(Dataset records)
————
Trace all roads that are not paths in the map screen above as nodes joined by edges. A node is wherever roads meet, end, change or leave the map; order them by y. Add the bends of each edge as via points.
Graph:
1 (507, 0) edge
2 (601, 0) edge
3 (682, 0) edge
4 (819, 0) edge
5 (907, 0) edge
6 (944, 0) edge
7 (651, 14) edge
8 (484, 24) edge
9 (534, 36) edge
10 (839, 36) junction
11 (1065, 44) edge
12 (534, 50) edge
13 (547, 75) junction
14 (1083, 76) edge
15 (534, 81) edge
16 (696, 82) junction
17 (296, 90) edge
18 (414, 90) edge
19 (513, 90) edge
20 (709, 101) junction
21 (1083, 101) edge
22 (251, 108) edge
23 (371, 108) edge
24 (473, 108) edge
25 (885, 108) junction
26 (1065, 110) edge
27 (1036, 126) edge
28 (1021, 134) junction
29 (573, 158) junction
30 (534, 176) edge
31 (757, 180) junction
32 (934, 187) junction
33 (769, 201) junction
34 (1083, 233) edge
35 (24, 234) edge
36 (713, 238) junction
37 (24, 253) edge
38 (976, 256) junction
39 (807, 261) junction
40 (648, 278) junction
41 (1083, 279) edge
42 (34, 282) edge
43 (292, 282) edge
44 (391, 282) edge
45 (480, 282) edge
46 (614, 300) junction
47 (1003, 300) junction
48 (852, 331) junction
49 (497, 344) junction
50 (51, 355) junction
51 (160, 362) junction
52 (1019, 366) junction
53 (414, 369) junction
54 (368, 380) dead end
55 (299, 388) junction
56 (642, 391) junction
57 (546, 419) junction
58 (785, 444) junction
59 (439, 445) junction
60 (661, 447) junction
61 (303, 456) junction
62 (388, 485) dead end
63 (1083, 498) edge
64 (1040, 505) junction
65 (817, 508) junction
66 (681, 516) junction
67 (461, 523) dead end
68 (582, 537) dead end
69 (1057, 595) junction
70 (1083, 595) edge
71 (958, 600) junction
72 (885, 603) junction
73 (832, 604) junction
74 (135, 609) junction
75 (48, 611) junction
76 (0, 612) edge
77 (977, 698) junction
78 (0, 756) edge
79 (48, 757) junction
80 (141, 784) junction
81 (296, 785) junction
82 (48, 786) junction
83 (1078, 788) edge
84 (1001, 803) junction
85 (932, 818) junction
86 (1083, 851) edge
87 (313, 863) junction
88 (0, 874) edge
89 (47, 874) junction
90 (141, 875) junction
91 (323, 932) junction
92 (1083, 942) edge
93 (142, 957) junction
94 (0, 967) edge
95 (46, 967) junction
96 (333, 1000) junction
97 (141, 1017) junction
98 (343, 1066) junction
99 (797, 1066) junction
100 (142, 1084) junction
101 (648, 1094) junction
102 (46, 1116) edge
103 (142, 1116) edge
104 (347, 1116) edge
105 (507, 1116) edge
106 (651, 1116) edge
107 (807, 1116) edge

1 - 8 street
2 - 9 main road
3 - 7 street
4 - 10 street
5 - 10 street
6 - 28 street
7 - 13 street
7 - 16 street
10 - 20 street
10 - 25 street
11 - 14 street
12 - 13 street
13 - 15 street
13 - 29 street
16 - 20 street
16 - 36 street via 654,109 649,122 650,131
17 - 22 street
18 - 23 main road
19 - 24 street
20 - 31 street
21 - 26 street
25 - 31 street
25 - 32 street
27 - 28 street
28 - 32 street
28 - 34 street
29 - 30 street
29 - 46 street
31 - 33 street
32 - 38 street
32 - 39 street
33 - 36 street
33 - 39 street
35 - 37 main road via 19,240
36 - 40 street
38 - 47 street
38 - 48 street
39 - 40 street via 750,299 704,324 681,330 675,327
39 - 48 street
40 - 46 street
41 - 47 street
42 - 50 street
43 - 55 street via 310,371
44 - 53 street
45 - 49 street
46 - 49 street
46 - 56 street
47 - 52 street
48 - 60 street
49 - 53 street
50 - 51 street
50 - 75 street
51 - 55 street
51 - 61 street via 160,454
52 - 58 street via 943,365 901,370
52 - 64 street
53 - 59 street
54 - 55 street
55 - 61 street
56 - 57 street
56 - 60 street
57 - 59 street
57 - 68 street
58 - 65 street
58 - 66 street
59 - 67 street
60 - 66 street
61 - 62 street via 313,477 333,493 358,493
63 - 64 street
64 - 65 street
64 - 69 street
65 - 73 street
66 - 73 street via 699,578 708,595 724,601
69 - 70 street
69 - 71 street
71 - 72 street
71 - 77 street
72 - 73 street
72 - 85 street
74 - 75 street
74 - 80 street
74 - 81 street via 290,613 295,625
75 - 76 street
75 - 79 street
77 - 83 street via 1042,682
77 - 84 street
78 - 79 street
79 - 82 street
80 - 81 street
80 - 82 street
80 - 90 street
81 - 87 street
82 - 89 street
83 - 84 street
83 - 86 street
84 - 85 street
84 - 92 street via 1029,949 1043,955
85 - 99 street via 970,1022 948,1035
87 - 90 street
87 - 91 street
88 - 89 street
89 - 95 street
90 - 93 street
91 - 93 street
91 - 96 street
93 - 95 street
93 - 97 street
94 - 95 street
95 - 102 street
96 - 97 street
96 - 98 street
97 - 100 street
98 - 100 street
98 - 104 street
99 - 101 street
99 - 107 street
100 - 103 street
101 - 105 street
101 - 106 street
————
◆ **GOAL OF THE EXERCISE**:
Starting from the records above, filter out all lines except those containing the word "main".

◆ **RESULT OF THIS EXERCISE**:
2 - 9 main road
18 - 23 main road
35 - 37 main road via 19,240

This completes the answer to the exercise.